Start of SUPPLIED RECORDS

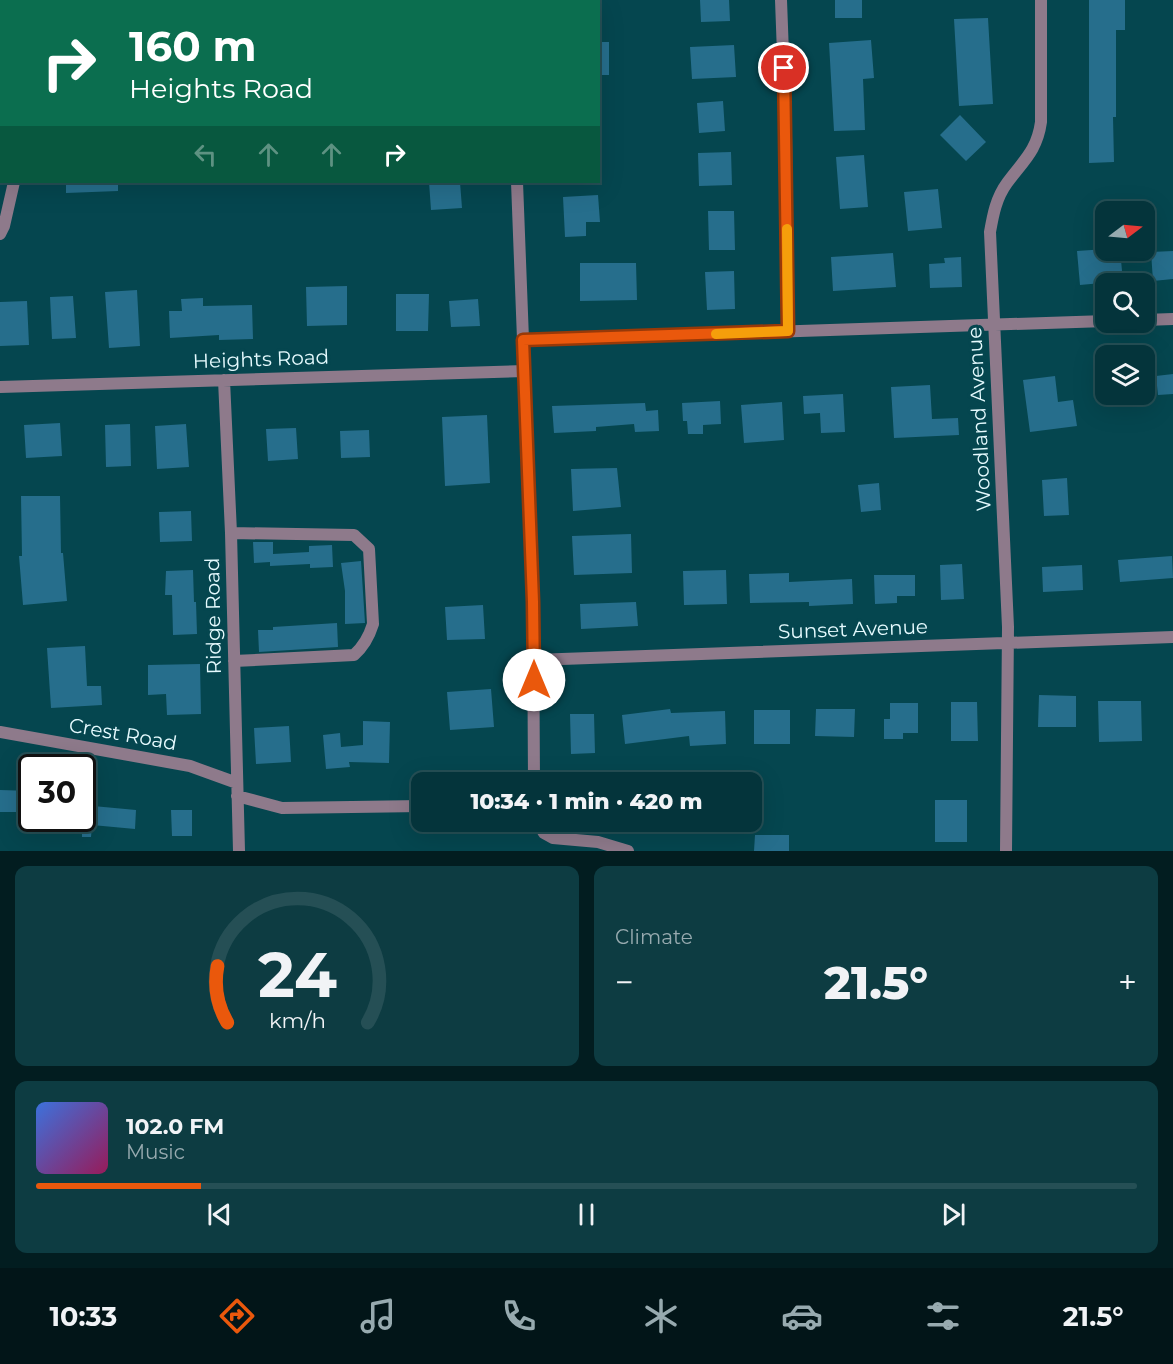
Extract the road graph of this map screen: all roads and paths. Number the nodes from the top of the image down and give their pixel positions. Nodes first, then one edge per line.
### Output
1 (781, 0) edge
2 (1041, 0) edge
3 (14, 183) edge
4 (517, 183) edge
5 (0, 234) edge
6 (1173, 319) edge
7 (1155, 320) edge
8 (1095, 321) edge
9 (994, 325) junction
10 (788, 331) junction
11 (523, 340) junction
12 (524, 371) junction
13 (224, 380) junction
14 (0, 387) edge
15 (231, 533) junction
16 (1173, 638) edge
17 (1008, 643) junction
18 (534, 660) junction
19 (234, 661) junction
20 (0, 732) edge
21 (534, 772) edge
22 (237, 783) junction
23 (237, 796) junction
24 (411, 806) edge
25 (543, 832) edge
26 (239, 851) edge
27 (628, 851) edge
28 (1006, 851) edge

1 - 10 street
2 - 9 street, Woodland Avenue
3 - 5 street
4 - 11 street
6 - 7 street
8 - 9 street
9 - 10 street
9 - 17 street, Woodland Avenue
10 - 11 street
11 - 12 street
12 - 13 street, Heights Road
12 - 18 street
13 - 14 street, Heights Road
13 - 15 street, Ridge Road
15 - 19 street, Ridge Road
15 - 19 street
16 - 17 street, Sunset Avenue
17 - 18 street, Sunset Avenue
17 - 28 street, Woodland Avenue
18 - 21 street
19 - 22 street, Ridge Road
20 - 22 street, Crest Road
22 - 23 street, Ridge Road
23 - 24 street
23 - 26 street, Ridge Road
25 - 27 street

End of SUPPLIED RECORDS

◆ PROBLEM ◆
The answer is the complete set of records, copied exactly, with pictures omitted.

◆ EXERCISE SOLUTION ◆
Extract the road graph of this map screen: all roads and paths. Number the nodes from the top of the image down and give their pixel positions. Nodes first, then one edge per line.
### Output
1 (781, 0) edge
2 (1041, 0) edge
3 (14, 183) edge
4 (517, 183) edge
5 (0, 234) edge
6 (1173, 319) edge
7 (1155, 320) edge
8 (1095, 321) edge
9 (994, 325) junction
10 (788, 331) junction
11 (523, 340) junction
12 (524, 371) junction
13 (224, 380) junction
14 (0, 387) edge
15 (231, 533) junction
16 (1173, 638) edge
17 (1008, 643) junction
18 (534, 660) junction
19 (234, 661) junction
20 (0, 732) edge
21 (534, 772) edge
22 (237, 783) junction
23 (237, 796) junction
24 (411, 806) edge
25 (543, 832) edge
26 (239, 851) edge
27 (628, 851) edge
28 (1006, 851) edge

1 - 10 street
2 - 9 street, Woodland Avenue
3 - 5 street
4 - 11 street
6 - 7 street
8 - 9 street
9 - 10 street
9 - 17 street, Woodland Avenue
10 - 11 street
11 - 12 street
12 - 13 street, Heights Road
12 - 18 street
13 - 14 street, Heights Road
13 - 15 street, Ridge Road
15 - 19 street, Ridge Road
15 - 19 street
16 - 17 street, Sunset Avenue
17 - 18 street, Sunset Avenue
17 - 28 street, Woodland Avenue
18 - 21 street
19 - 22 street, Ridge Road
20 - 22 street, Crest Road
22 - 23 street, Ridge Road
23 - 24 street
23 - 26 street, Ridge Road
25 - 27 street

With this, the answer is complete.